■ **WHAT IS NEEDED**
Without skipping anything, print all of the data exactly.

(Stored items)
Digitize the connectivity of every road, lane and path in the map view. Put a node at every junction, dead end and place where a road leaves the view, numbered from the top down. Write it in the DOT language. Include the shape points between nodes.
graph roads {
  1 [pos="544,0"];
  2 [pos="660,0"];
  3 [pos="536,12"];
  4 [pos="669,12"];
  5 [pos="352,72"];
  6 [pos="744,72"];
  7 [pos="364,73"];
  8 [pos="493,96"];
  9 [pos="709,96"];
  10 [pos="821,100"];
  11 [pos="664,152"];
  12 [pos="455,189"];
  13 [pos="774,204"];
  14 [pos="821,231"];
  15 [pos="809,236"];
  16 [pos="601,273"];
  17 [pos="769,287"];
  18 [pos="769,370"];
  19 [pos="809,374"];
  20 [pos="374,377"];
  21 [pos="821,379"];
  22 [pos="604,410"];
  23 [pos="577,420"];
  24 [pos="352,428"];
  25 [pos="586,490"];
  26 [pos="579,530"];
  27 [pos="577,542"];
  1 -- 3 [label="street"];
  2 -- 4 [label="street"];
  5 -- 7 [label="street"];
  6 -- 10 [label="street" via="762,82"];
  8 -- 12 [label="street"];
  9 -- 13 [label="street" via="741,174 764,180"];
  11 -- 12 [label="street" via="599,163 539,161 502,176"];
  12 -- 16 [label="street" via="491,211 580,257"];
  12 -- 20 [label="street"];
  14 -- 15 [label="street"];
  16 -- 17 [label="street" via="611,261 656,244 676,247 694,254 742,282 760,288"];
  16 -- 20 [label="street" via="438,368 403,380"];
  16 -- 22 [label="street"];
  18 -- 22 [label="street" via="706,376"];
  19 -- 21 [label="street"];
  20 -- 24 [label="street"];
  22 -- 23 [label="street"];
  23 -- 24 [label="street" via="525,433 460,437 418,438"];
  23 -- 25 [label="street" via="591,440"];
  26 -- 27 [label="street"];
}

■ **PROBLEM SOLUTION**
Digitize the connectivity of every road, lane and path in the map view. Put a node at every junction, dead end and place where a road leaves the view, numbered from the top down. Write it in the DOT language. Include the shape points between nodes.
graph roads {
  1 [pos="544,0"];
  2 [pos="660,0"];
  3 [pos="536,12"];
  4 [pos="669,12"];
  5 [pos="352,72"];
  6 [pos="744,72"];
  7 [pos="364,73"];
  8 [pos="493,96"];
  9 [pos="709,96"];
  10 [pos="821,100"];
  11 [pos="664,152"];
  12 [pos="455,189"];
  13 [pos="774,204"];
  14 [pos="821,231"];
  15 [pos="809,236"];
  16 [pos="601,273"];
  17 [pos="769,287"];
  18 [pos="769,370"];
  19 [pos="809,374"];
  20 [pos="374,377"];
  21 [pos="821,379"];
  22 [pos="604,410"];
  23 [pos="577,420"];
  24 [pos="352,428"];
  25 [pos="586,490"];
  26 [pos="579,530"];
  27 [pos="577,542"];
  1 -- 3 [label="street"];
  2 -- 4 [label="street"];
  5 -- 7 [label="street"];
  6 -- 10 [label="street" via="762,82"];
  8 -- 12 [label="street"];
  9 -- 13 [label="street" via="741,174 764,180"];
  11 -- 12 [label="street" via="599,163 539,161 502,176"];
  12 -- 16 [label="street" via="491,211 580,257"];
  12 -- 20 [label="street"];
  14 -- 15 [label="street"];
  16 -- 17 [label="street" via="611,261 656,244 676,247 694,254 742,282 760,288"];
  16 -- 20 [label="street" via="438,368 403,380"];
  16 -- 22 [label="street"];
  18 -- 22 [label="street" via="706,376"];
  19 -- 21 [label="street"];
  20 -- 24 [label="street"];
  22 -- 23 [label="street"];
  23 -- 24 [label="street" via="525,433 460,437 418,438"];
  23 -- 25 [label="street" via="591,440"];
  26 -- 27 [label="street"];
}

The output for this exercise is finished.